My journey above the Arctic Circle started as a mission to see the northern lights, or aurora borealis. In an effort to get the full, unadulterated experience, I decided to make the trek to a rural area outside of Tromsø, Norway.

I dreamed of fully experiencing the natural light show the way it was intended, as Tromsø has minimal light pollution. I even opted to stay at Aera Panorama Glass Lodge, which has an “Aurora Alarm” to notify guests when the lights are active. My optimism for seeing the aurora was a compelling enough reason to visit, but while doing my trip planning, I found another intriguing reason to visit that makes the region special: a culture of nomadic reindeer herding, something found few other places in the world.

The northern lights were just the beginning


Sami reindeer herders -author with reindeer

The author visiting with the residents of Tromsø Arctic Reindeer’s reindeer camp. Photo: Brand Jo

I was pleasantly surprised when I learned that just a few minutes down the road from my hotel was Tromsø Arctic Reindeer, which runs a reindeer camp where guests can interact with the hoofed residents. I immediately added it to my itinerary — and I’m so glad I did. It was just as surreal and amazing as I imagined it would be, and I felt like I became instantly popular with the majestic creatures. They playfully pushed each other out of the way as they trotted toward the overflowing bucket of food in my hand.

On the day I visited, I estimated there were at least a couple hundred reindeer hanging out with us – but those were just the ones we saw.
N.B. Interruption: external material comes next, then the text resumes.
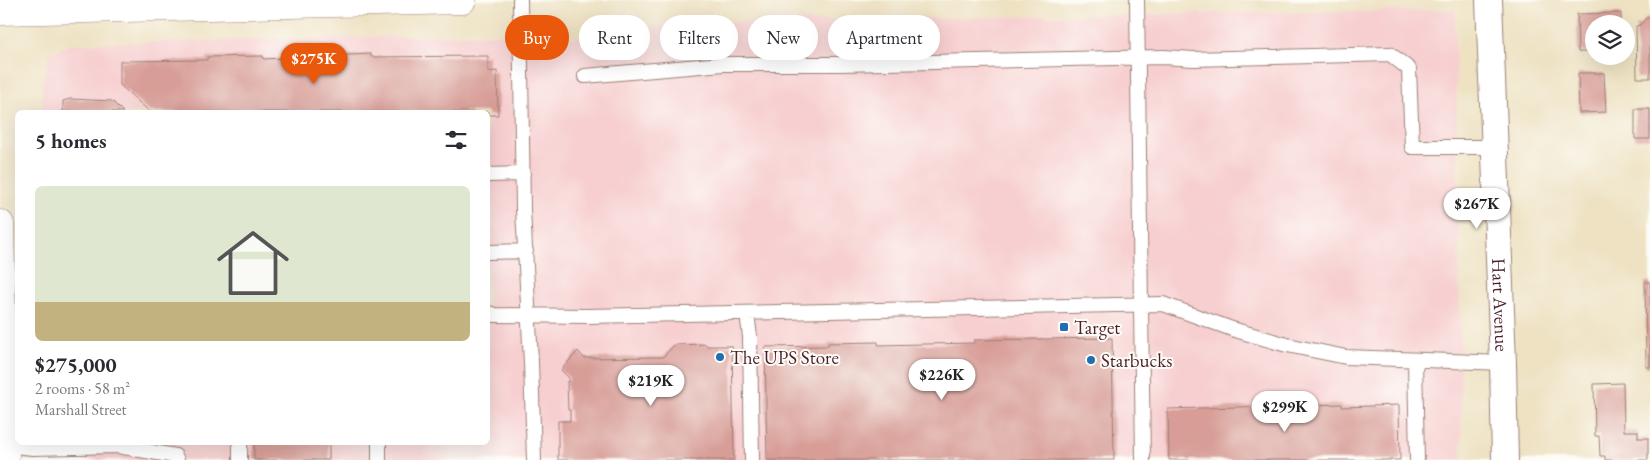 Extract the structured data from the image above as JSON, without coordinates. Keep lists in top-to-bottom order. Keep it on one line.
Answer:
{"streets":{"street":["Hart Avenue"]},"places":{"transit":["Target"],"other":["The UPS Store","Starbucks"]},"page":{"chip":["Buy","Rent","Filters","New","Apartment"],"price":["$275K","$267K","$226K","$219K","$299K"],"heading":"5 homes","list":[{"name":"$275,000","note":"2 rooms · 58 m² · Marshall Street"}]}}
The total number remains a mystery. In the Sámi culture, it’s considered bad etiquette to ask someone how many reindeer they own. It’s the equivalent of asking someone how much money they have in their bank account — you just wouldn’t do it.

It was a special experience and something I’d recommend anyone to visiting Tromsø. But I also realized there was a deeper, more profound issue at the heart of the lighthearted experience. And the slushy, white mess I waded through hinted at that reason. I started chatting with the local herders, and soon realized my problem of frigid toes inside wet boots was nothing compared to the challenges the reindeer were facing.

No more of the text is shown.